More than a decade ago, developer Alfredo Romano opposed construction of a mammoth Home Depot store on the Toronto waterfront.

He had company. In 1999, Home Depot’s decision to build the big-box outlet drew strong opposition from politicians and residents.

“I wasn’t opposed to putting retail in the area, but it was the size that was the issue,” Romano said in an interview.

“What most people didn’t want to see was a big box.”

The high-profile developer at Castlepoint Realty Partners confirmed to the Star Tuesday that he has purchased the Home Depot lands along with two other developers, Cityzen Development Group and New York-based Continental Ventures.

And he’s not ruling out putting a Home Depot in the area — if it’s the right size.

“If it fits the sensibility of the area and works within an urban setting, that would be a possibility,” said Romano, noting that big-box retailers such as Canadian Tire already have smaller locations downtown such as the one at the Eaton Centre.

The site at the southwest corner of Cherry St. and Lake Shore Blvd. E. was home to Tent City, a shantytown built by homeless squatters who were evicted by Home Depot in 2002.

The developers closed the deal Oct. 29. The price is undisclosed.

The 5.54 hectare site is important to the fortunes of the waterfront not just in location, but also because of the scale: It was rezoned this year for 2.4 million square feet, which makes it larger than the 2-million-square-foot Pan Am athletes village project in the West Don Lands.

“We are very excited to come to Toronto,” said Jane Gol, president of Continental Ventures.

“There is a lot of synergy with arts and film, and there is incredible potential in waterfront development,” she said from New York.

“We already do a lot of work with waterfront in our city and we believe this is where people want to live.”

Gol, a former commissioner on New York City’s planning commission, has had significant experience in redeveloping and nurturing underdeveloped areas in urban centres. This is her first foray outside the United States.

“Other developers would come back and tell me that I should go see what’s happening in Toronto, that this would fit the type of long-term development that we do, and they were right, we love the city,” said Gol.

Romano said the project will likely be a mixed-use development of retail, condominium, hotel and office space.

“We are still in the planning stages, and we are assembling a team, but it will be something we can be proud of — we want to lead with outstanding design,” said Sam Crignano, president of Cityzen.

Crignano said the developers were in talks with Home Depot for the past year before the deal was struck. “Home Depot isn’t in the development business, so it was really a win-win for all sides,” said Romano.

Home Depot had owned the land for more than a decade. Despite public opposition to the 113,000-square-foot store, it took its fight to the Ontario Municipal Board, where it was turned down.

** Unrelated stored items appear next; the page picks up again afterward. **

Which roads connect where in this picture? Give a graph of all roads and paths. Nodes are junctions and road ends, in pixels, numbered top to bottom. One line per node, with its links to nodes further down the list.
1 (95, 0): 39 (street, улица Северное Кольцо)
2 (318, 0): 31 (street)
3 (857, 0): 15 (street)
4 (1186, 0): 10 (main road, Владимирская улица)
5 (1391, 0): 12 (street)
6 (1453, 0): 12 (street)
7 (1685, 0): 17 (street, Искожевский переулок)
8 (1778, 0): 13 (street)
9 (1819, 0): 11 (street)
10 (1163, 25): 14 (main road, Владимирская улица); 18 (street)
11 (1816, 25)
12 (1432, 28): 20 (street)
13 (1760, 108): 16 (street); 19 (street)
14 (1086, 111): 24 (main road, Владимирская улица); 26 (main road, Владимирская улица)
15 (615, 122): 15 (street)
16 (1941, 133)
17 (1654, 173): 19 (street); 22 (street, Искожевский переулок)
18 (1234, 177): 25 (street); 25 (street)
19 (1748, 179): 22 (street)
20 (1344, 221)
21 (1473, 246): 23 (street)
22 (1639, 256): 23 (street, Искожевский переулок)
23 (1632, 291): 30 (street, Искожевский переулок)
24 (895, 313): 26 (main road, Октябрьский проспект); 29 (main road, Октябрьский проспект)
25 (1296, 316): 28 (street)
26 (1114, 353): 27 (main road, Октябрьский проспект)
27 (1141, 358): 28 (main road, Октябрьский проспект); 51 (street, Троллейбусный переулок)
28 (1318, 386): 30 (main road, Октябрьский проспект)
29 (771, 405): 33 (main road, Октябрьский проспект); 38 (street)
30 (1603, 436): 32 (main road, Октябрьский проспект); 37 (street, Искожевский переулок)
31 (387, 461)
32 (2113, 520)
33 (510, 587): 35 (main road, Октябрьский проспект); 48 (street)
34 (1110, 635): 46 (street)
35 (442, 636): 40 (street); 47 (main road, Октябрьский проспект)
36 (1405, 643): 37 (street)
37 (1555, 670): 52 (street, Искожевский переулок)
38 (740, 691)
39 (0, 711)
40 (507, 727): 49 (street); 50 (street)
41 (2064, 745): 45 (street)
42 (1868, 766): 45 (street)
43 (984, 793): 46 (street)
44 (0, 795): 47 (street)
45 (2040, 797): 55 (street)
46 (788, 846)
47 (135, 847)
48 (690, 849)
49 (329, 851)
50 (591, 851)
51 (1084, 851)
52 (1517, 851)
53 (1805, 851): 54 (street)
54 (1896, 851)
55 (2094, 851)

The controversy was not unlike the recent fight over the building of an ice rink in the portlands, dubbed “Home Depot 2010” by some critics, a clash over suburban and urban values.

As first revealed in the Star earlier this year, noted urban designer Ken Greenberg quit over the proposal which ignited debate over the fate of the portlands.

A revised vision of the rink was finally approved by Toronto City Council in August.

However, mayor-elect Rob Ford was one of the councillors who voted against the $88 million building, so it is by no means a sure thing.

The developers estimate it will take at least two or three years before a shovel hits the ground, and the project will take about a decade to build.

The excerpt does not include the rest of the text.